Tyler Durden Fight Club Motocross Shirt in Production

AJRand

Sr Member
I am a huge fan of Fight Club (Points to the OP 523 in his picture) and I have searched forever for the Motocross shirt. I know many others have as well. With my search always turning to no avail, I finally decided to make my own.

I purchased a bunch of stock photographs and went to my friend that I've known since 1996 that is a professional graphics designer. He did all the artwork for me for free which probably saved around 500-1000 dollars (Depending where you go)

During my search I found why this shirt is so difficult, I learned a LOT about t-shirts. The first thing I learned is that a shirt like this can only be created via a 4 color process (Which is costly) or a sublimated process (Which is also costly and can ONLY be done on Polyester).

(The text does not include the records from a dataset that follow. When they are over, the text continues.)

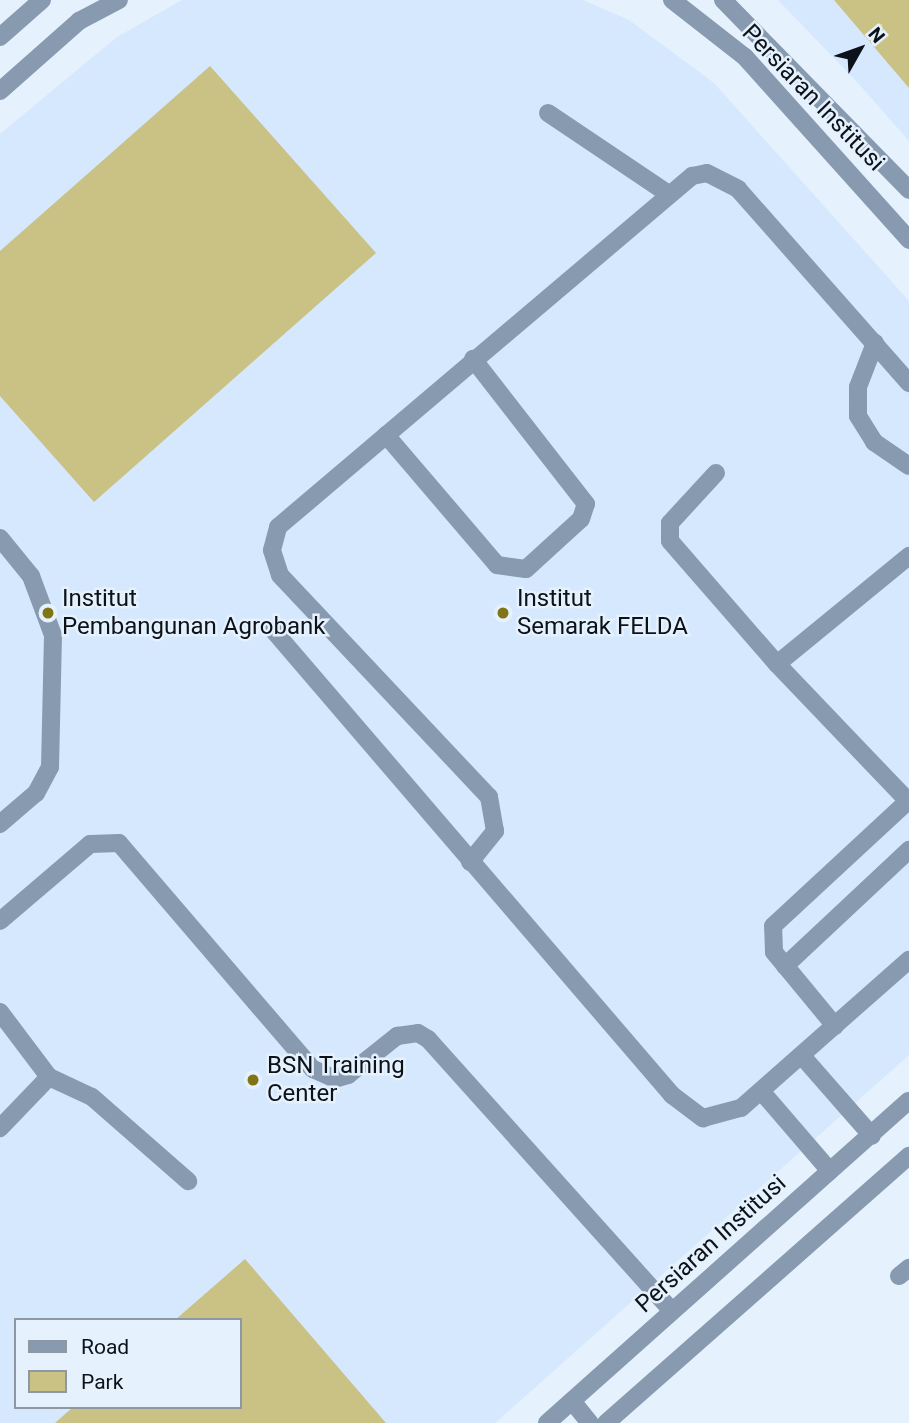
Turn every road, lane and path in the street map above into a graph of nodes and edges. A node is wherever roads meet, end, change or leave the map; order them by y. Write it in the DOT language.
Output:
graph roads {
  1 [pos="42,0"];
  2 [pos="119,0"];
  3 [pos="671,0"];
  4 [pos="723,0"];
  5 [pos="0,37"];
  6 [pos="0,92"];
  7 [pos="548,113"];
  8 [pos="909,190"];
  9 [pos="667,193"];
  10 [pos="909,240"];
  11 [pos="875,343"];
  12 [pos="473,359"];
  13 [pos="909,383"];
  14 [pos="386,435"];
  15 [pos="909,466"];
  16 [pos="716,473"];
  17 [pos="0,538"];
  18 [pos="909,556"];
  19 [pos="273,631"];
  20 [pos="777,664"];
  21 [pos="909,800"];
  22 [pos="0,824"];
  23 [pos="909,850"];
  24 [pos="470,862"];
  25 [pos="0,921"];
  26 [pos="909,960"];
  27 [pos="785,965"];
  28 [pos="0,1012"];
  29 [pos="835,1026"];
  30 [pos="802,1056"];
  31 [pos="49,1077"];
  32 [pos="762,1092"];
  33 [pos="909,1101"];
  34 [pos="0,1128"];
  35 [pos="872,1136"];
  36 [pos="908,1158"];
  37 [pos="830,1171"];
  38 [pos="188,1181"];
  39 [pos="672,1311"];
  40 [pos="572,1401"];
  41 [pos="547,1423"];
  42 [pos="590,1423"];
  43 [pos="606,1423"];
  1 -- 5 [label="street"];
  2 -- 6 [label="street"];
  3 -- 10 [label="street, Persiaran Institusi"];
  4 -- 8 [label="street, Persiaran Institusi"];
  7 -- 9 [label="street"];
  9 -- 11 [label="street"];
  9 -- 12 [label="street"];
  11 -- 13 [label="street"];
  11 -- 15 [label="street"];
  12 -- 14 [label="street"];
  12 -- 14 [label="street"];
  14 -- 24 [label="street"];
  16 -- 20 [label="street"];
  17 -- 22 [label="street"];
  18 -- 20 [label="street"];
  19 -- 24 [label="street"];
  20 -- 21 [label="street"];
  21 -- 27 [label="street"];
  23 -- 27 [label="street"];
  24 -- 32 [label="street"];
  25 -- 39 [label="street"];
  26 -- 29 [label="street"];
  27 -- 29 [label="street"];
  28 -- 31 [label="street"];
  29 -- 30 [label="street"];
  30 -- 32 [label="street"];
  30 -- 35 [label="street"];
  31 -- 34 [label="street"];
  31 -- 38 [label="street"];
  32 -- 37 [label="street"];
  33 -- 35 [label="street, Persiaran Institusi"];
  35 -- 37 [label="street, Persiaran Institusi"];
  36 -- 43 [label="street"];
  37 -- 39 [label="street, Persiaran Institusi"];
  39 -- 40 [label="street, Persiaran Institusi"];
  40 -- 41 [label="street, Persiaran Institusi"];
  40 -- 42 [label="street"];
}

Finally, I also learned that the shirt has to be cut and sewn together. I realized the printing was all over the shirt and there were no gaps, if you did a print on each side it would leave about 1/2 inch to an inch gap of no ink.

I should have the shirt done by next week ideally. I've created two productions that I am going to try:

1) I have the artwork just as it is and may try on a blue fabric

2) I colored the artwork blue and see how it will turn out.

I decided to go the 4 color process route which is done on cotton so we'll see how that goes. Excessive washing may wear out the print but its worth trying.

Here are the screenshots of the art files I wanted to share:

Anyone have any comments or questions?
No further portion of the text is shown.